To address this, researchers used a large cohort from a genomics company, Foundation Medicine, to examine and identify several patterns of PTEN mutation in distinct subsets of PTEN and in tumors found in the colon versus the rectum.
Golemis worked on the study with Joshua E. Meyer, MD, vice chair of translational research in the Department of Radiation Oncology at Fox Chase, who is interested in defining patterns of mutation characterizing colon versus rectal cancers and in old versus young patients. The lead author was Ilya Serebriiskii, PhD, a research associate professor in the Golemis lab and an expert bioinformaticist who has collaborated with Golemis and Meyer on other studies of colorectal cancer genetic patterns.
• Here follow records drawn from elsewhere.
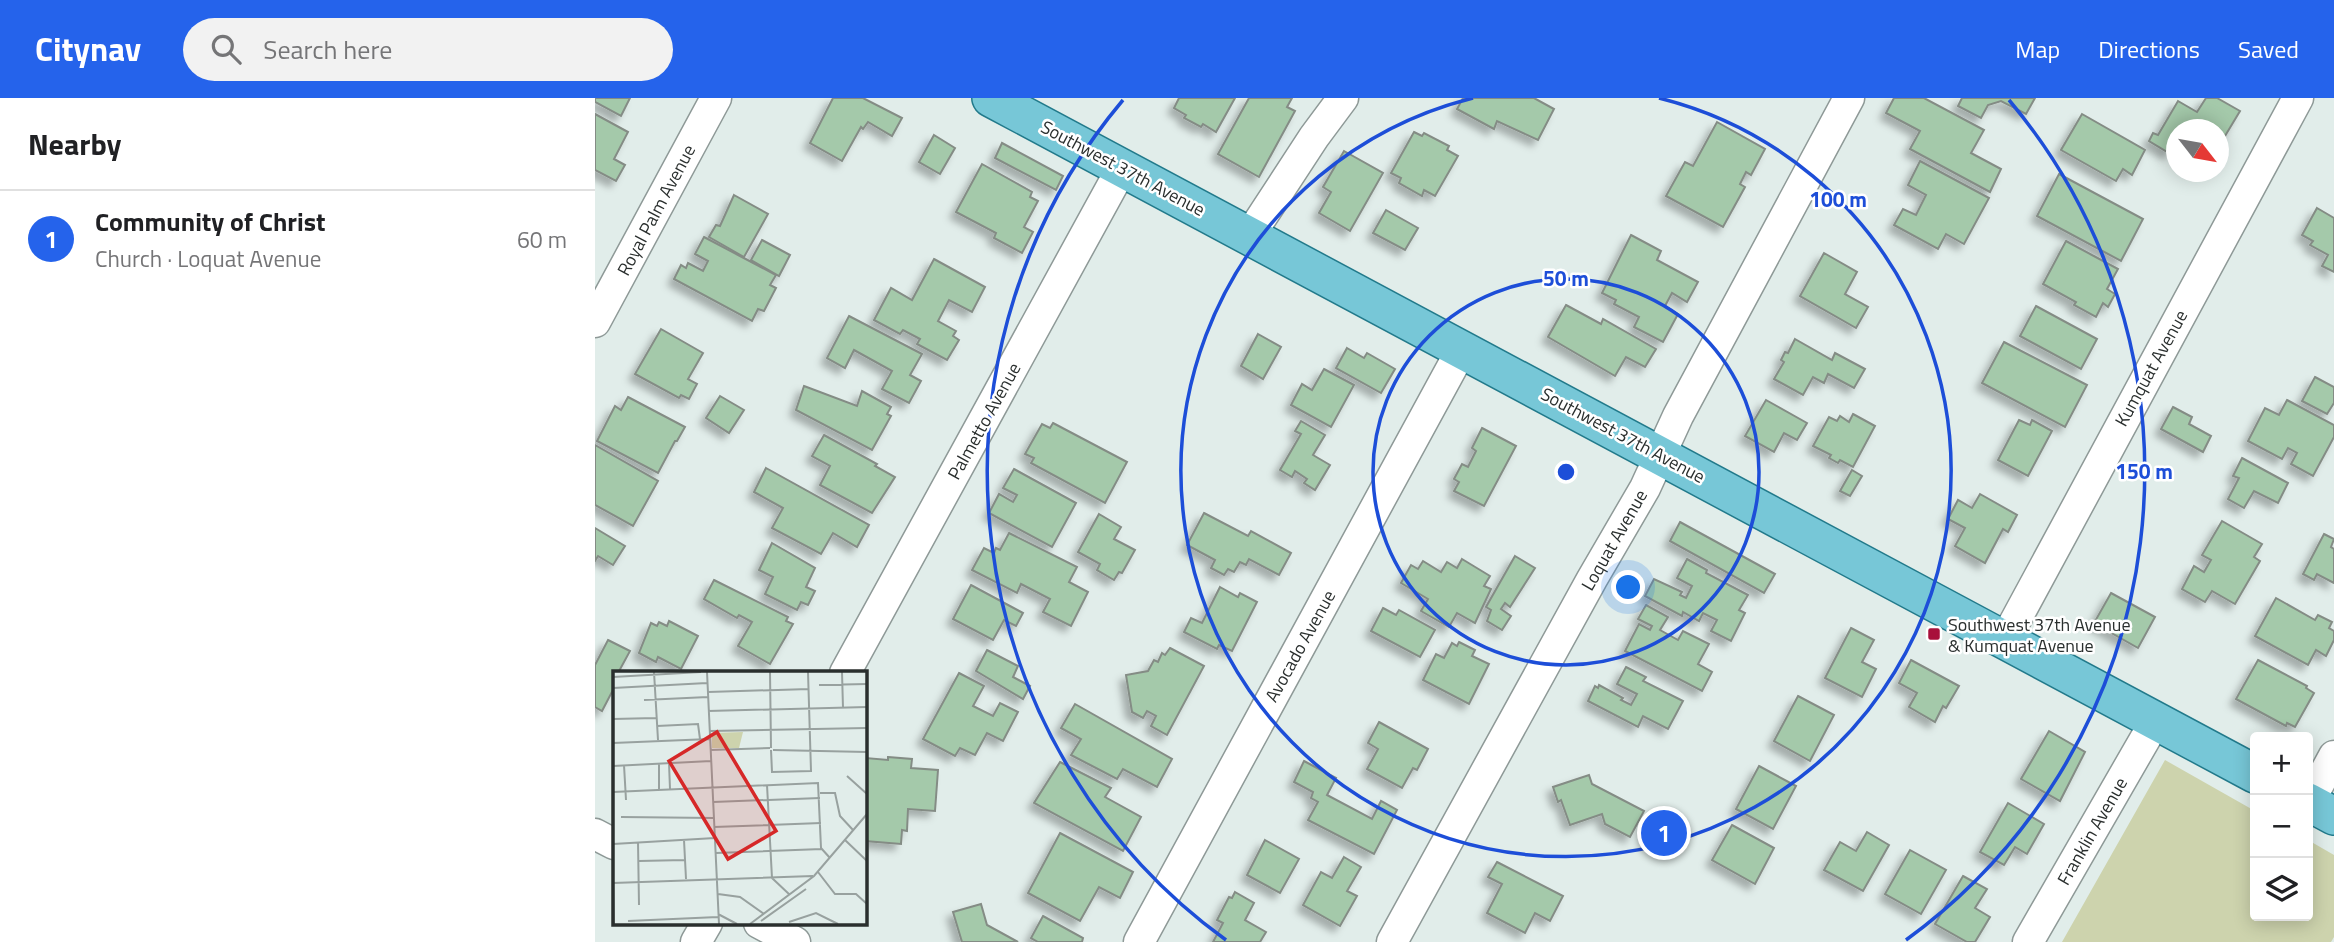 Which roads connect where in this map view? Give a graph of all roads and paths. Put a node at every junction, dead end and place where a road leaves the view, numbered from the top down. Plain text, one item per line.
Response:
1 (716, 98) edge
2 (991, 98) edge
3 (1343, 98) edge
4 (1849, 98) edge
5 (2298, 98) edge
6 (1122, 169) junction
7 (1250, 235) junction
8 (595, 322) edge
9 (1462, 349) junction
10 (1660, 455) junction
11 (2005, 640) junction
12 (846, 671) edge
13 (2156, 720) junction
14 (2334, 756) edge
15 (2250, 771) edge
16 (2317, 807) edge
17 (595, 834) edge
18 (613, 843) edge
19 (706, 925) edge
20 (763, 925) edge
21 (696, 942) edge
22 (795, 942) edge
23 (1139, 942) edge
24 (1392, 942) edge
25 (2028, 942) edge

1 - 8 street, Royal Palm Avenue
2 - 6 main road, Southwest 37th Avenue
3 - 7 street
4 - 10 street, Loquat Avenue
5 - 11 street, Kumquat Avenue
6 - 7 main road, Southwest 37th Avenue
6 - 12 street, Palmetto Avenue
7 - 9 main road, Southwest 37th Avenue
9 - 10 main road, Southwest 37th Avenue
9 - 23 street, Avocado Avenue
10 - 11 main road, Southwest 37th Avenue
10 - 24 street, Loquat Avenue
11 - 13 main road, Southwest 37th Avenue
13 - 15 main road, Southwest 37th Avenue
13 - 25 street, Franklin Avenue
14 - 16 street
17 - 18 street
19 - 21 street
20 - 22 street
“We found patterns of co-occurrence, where mutations in PTEN tended to be found together with mutations increasing activity of a second protein, PI3K, but only in some subsets of colorectal cancer,” said Golemis. “PTEN is a negative regulator of PI3K, with both proteins operating in an important oncogenic pathway; the fact that both proteins tend to be mutated together suggests a need for some tumors to strongly activate this pathway and that reduced PTEN function is not enough to do it alone.”
Golemis said there are several therapies currently being used for colorectal cancer patients that target different proteins, including PI3K or others that work further downstream of PI3K, such as mTOR and AKT. A better understanding of the impact of PTEN mutations in specific tumor classes will help researchers and clinicians apply these therapies in a more personalized way.
“In general, this also furthers the understanding that what was once seen as a single disease—colorectal cancer—is really a conglomerate of different diseases,” said Meyer. “This is even true among those cancers with a PTEN mutation, as different mutations clearly have varying effects.”
Golemis said the study emphasizes the value of using large cohorts to find mutation patterns, but determining whether the same patterns can be found in other tumor types will require further research.
The study, “Comprehensive Characterization of PTEN Mutational Profile in a Series of 34,129 Colorectal Cancers,” was published in Nature Communications.